## Records for this task
- Opening Delimiter -
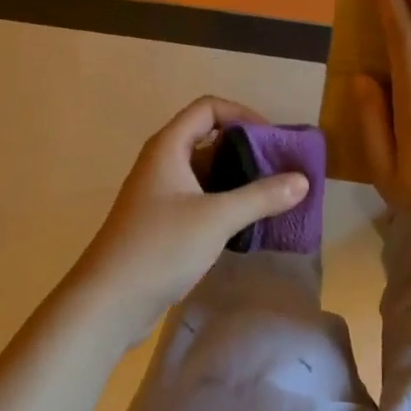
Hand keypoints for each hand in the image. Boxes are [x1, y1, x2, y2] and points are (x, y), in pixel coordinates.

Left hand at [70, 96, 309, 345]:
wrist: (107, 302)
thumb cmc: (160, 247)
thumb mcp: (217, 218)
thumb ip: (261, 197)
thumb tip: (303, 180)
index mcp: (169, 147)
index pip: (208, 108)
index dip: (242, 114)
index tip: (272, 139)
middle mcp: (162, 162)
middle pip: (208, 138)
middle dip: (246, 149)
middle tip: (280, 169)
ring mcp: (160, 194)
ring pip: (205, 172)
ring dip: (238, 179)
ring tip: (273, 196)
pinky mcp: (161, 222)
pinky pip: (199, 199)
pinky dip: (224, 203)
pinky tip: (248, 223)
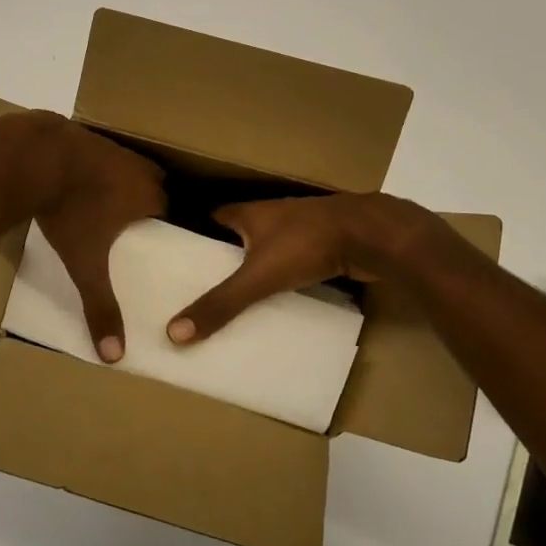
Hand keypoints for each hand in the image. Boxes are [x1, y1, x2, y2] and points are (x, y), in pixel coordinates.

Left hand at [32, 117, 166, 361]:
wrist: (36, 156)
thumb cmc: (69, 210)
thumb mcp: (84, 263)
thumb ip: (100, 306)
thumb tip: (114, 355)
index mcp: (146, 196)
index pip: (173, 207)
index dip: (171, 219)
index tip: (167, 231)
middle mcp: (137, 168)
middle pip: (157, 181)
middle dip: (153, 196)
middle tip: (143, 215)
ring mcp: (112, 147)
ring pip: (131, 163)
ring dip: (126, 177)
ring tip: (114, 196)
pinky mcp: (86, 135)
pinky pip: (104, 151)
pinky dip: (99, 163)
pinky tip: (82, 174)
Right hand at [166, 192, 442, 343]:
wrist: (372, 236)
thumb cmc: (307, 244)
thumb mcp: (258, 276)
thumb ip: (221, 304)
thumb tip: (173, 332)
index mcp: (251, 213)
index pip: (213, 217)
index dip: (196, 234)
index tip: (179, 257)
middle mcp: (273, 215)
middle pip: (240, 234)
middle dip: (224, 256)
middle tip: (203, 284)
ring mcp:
- Closing Delimiter -
- Opening Delimiter -
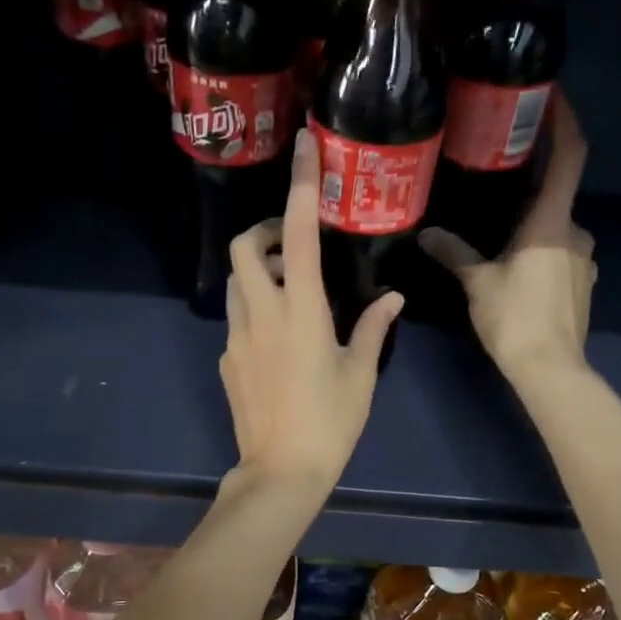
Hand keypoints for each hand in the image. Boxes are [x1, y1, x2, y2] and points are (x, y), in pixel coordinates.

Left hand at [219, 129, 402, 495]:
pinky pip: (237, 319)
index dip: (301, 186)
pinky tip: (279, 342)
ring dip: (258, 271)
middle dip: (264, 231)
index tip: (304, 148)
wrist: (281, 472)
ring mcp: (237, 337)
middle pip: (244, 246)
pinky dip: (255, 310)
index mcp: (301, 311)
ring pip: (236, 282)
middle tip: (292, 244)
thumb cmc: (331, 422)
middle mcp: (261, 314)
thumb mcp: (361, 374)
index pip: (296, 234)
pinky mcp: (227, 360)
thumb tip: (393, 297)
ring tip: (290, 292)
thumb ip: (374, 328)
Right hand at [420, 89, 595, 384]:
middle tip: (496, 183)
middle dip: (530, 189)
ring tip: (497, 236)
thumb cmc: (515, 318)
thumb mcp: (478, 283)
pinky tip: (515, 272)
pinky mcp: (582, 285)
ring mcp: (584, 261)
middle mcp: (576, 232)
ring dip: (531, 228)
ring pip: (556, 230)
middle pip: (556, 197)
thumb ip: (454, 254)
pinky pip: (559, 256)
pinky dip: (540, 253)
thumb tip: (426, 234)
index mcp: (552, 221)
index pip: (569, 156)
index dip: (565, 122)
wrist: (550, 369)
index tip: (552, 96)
- Closing Delimiter -
- Opening Delimiter -
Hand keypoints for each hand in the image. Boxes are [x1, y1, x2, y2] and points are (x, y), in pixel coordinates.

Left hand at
- Closing Delimiter -
## Problem statement
Above are some lines. Repeat exactly, and only, those from the line that has "thumb ip: (374, 328)" through the line that has "index pip: (569, 156)".

## Response box
thumb ip: (374, 328)
Right hand at [420, 89, 595, 384]:
middle tip: (496, 183)
middle dip: (530, 189)
ring tip: (497, 236)
thumb cmc: (515, 318)
thumb mcp: (478, 283)
pinky tip: (515, 272)
pinky mcp: (582, 285)
ring mcp: (584, 261)
middle mcp: (576, 232)
ring dip: (531, 228)
ring pip: (556, 230)
middle pip: (556, 197)
thumb ip: (454, 254)
pinky pip: (559, 256)
pinky dip: (540, 253)
thumb tip: (426, 234)
index mcp: (552, 221)
index pip: (569, 156)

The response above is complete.